Mercy Robotic Surgery
The prostate is a relatively small gland in the male reproductive system that produces a fluid found in semen. It is located in front of the rectum and below the bladder. Cancer of the prostrate is one of the most common cancers in men. With early diagnosis and treatment the prognosis for most men can be good.
Risk Factors and Symptoms
In addition to family history, the most common risk factors for prostate cancer are:
- age – men age 50+ are more likely to develop prostate cancer
- race – African-Americans are more likely than other races to develop prostate cancer
- high levels of “bad” cholesterol (low-density lipoproteins)
- obesity/high body mass index (BMI) levels
While prostate cancer in its early stages is asymptomatic (shows no symptoms), if you notice any of the following conditions consult your doctor as they may be indicators of prostate cancer:
- frequent urination
- painful urination (“burning” sensation)

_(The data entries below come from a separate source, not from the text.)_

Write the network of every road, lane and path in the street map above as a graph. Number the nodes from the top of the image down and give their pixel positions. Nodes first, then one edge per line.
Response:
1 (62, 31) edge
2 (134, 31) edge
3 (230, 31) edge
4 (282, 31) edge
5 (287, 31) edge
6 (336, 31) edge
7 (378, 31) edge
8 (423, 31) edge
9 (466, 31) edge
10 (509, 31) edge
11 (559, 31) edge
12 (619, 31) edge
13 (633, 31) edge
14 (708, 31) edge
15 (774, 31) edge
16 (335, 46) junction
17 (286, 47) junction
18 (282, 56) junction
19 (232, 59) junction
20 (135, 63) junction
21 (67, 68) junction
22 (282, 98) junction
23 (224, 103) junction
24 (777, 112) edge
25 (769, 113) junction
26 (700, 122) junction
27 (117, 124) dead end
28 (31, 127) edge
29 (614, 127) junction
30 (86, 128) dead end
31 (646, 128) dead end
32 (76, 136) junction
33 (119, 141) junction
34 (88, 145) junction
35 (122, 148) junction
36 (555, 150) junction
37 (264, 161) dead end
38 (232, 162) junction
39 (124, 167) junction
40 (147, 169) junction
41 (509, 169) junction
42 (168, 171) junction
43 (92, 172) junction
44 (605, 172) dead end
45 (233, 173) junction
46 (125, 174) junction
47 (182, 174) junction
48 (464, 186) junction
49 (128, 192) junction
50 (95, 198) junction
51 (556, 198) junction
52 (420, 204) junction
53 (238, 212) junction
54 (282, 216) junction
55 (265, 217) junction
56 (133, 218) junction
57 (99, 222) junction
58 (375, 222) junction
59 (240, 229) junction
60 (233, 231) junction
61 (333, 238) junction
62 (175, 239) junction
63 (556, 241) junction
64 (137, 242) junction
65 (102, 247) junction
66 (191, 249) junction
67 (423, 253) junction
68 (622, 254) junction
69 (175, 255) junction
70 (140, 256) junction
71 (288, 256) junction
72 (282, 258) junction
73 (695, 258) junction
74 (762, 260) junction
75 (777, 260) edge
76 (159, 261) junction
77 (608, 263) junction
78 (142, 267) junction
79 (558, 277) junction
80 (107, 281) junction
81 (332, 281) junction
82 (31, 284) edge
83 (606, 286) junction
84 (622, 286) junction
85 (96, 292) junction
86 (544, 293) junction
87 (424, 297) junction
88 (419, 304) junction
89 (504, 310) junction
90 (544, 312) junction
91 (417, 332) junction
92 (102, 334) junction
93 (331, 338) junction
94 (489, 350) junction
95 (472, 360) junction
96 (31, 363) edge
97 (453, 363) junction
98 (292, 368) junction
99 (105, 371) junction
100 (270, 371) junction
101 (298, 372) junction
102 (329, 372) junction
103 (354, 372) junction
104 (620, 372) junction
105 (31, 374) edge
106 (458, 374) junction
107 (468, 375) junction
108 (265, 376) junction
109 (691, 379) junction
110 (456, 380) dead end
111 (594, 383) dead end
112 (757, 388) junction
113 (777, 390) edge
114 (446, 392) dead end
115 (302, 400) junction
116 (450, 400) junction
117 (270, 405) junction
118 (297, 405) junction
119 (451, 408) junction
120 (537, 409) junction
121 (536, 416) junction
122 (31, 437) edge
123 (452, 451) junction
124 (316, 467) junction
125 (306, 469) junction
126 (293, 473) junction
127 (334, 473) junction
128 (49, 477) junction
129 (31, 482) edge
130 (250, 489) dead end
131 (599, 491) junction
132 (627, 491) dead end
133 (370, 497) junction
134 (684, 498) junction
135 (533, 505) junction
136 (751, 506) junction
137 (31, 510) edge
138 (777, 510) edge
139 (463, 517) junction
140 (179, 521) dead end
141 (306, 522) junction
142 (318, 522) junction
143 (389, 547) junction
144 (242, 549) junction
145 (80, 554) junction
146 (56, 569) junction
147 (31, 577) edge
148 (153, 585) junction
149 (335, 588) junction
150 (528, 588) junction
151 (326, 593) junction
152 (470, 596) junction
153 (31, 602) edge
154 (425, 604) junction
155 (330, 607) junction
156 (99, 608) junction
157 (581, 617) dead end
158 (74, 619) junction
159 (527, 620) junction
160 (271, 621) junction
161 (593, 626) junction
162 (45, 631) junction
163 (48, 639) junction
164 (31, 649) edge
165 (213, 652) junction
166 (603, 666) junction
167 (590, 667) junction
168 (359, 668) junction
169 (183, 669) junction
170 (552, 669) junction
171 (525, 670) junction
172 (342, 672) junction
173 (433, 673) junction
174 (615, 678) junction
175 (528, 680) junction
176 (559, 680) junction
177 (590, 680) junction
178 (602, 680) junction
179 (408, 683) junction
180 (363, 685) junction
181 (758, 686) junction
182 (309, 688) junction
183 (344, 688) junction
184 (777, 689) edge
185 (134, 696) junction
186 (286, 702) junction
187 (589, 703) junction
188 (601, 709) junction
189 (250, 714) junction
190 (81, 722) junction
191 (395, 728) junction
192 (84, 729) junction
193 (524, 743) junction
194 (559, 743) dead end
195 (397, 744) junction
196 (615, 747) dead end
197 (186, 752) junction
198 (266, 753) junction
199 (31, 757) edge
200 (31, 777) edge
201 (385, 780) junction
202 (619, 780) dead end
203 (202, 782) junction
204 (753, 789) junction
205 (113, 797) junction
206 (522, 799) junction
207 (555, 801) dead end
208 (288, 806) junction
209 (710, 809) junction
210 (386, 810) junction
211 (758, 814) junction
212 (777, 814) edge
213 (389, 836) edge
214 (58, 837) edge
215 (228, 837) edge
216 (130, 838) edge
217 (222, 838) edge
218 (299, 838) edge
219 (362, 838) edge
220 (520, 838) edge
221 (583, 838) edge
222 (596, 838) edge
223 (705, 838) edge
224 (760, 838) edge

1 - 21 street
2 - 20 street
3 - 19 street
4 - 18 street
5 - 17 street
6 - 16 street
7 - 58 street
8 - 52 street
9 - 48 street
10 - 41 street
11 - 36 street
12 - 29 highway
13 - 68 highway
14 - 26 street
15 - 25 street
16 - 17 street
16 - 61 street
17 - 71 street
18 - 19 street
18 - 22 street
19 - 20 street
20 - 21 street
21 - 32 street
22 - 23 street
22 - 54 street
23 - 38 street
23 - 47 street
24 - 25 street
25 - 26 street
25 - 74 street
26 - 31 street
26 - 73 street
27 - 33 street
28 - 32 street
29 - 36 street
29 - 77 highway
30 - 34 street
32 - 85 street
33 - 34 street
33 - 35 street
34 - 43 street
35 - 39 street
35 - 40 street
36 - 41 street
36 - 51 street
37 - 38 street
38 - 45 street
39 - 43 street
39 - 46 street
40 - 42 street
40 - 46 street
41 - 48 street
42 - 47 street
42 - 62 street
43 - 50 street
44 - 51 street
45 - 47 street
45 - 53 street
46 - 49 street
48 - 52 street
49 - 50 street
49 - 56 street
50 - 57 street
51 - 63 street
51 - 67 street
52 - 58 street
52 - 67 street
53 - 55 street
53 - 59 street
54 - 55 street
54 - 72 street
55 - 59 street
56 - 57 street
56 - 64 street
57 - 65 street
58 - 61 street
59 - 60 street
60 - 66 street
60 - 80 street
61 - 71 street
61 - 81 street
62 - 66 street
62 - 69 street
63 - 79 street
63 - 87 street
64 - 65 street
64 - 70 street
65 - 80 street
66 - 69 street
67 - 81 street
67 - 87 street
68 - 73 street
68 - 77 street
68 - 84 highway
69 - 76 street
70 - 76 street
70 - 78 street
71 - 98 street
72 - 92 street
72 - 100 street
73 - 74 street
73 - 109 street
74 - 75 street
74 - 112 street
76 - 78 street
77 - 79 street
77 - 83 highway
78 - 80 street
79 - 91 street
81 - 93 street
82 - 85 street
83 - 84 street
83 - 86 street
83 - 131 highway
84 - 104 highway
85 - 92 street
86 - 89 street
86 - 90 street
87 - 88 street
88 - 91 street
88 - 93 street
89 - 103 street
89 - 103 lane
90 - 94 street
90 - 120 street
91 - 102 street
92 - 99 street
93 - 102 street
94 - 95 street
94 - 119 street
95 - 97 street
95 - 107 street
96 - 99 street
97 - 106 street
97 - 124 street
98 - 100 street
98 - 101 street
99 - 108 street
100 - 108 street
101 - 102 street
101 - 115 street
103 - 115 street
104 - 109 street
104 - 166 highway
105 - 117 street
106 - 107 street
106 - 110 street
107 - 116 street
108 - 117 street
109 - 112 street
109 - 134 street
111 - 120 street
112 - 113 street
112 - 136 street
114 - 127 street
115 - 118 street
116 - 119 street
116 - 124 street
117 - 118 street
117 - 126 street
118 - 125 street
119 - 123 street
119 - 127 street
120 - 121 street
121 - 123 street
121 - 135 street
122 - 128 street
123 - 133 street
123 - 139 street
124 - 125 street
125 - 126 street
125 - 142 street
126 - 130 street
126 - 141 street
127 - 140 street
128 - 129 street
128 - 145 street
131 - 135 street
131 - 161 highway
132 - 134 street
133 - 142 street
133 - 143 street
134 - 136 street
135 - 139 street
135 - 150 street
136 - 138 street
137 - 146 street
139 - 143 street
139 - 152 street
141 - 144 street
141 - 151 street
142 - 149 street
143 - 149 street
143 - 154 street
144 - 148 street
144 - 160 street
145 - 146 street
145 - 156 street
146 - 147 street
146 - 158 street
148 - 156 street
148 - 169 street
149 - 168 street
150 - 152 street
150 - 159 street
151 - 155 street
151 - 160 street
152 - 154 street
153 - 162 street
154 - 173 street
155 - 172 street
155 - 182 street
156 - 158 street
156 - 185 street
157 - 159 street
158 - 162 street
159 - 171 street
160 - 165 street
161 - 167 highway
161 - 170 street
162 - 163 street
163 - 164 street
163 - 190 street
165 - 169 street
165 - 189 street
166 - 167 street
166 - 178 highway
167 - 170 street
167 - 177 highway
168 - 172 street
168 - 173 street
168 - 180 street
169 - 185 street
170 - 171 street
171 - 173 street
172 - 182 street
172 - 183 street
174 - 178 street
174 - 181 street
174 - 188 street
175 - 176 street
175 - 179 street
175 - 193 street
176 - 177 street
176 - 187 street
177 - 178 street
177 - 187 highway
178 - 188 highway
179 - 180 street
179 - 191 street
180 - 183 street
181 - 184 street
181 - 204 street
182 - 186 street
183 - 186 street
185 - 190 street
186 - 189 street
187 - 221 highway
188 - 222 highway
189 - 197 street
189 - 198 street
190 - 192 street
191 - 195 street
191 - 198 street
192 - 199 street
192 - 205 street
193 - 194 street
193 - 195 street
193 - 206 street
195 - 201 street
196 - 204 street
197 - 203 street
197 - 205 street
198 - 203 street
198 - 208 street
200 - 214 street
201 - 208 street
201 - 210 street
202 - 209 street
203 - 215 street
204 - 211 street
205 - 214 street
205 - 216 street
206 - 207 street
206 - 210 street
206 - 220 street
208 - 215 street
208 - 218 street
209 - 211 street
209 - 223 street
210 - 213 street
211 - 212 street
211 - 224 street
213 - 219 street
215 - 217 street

- weak or uninterrupted urine flow
- blood in the urine
- frequent lower back pain
- painful ejaculation
To diagnose prostate cancer your doctor will likely perform a simple physical exam and order a PSA (prostate-specific antigen) blood test. Other diagnostic tests your doctor may order include:
- transrectal ultrasound (TRUS) – this test involves your primary care doctor or proctologist inserting a probe into your rectum to check your prostate for any abnormalities. The probe sends out sound waves that bounce off the prostate and creates a digital image that can be viewed by your doctor or proctologist on a computer monitor.
- prostate tissue biopsy – the only way to 100% confirm a cancer diagnosis is for a pathologist to examine a tissue sample. To obtain a prostate tissue biopsy sample your doctor will use a transrectal ultrasound to carefully insert and guide a needle through your rectum and into your prostate. The doctor will remove several small tissue samples, called cores, from various areas of the prostate and send the cells to the pathology lab for testing.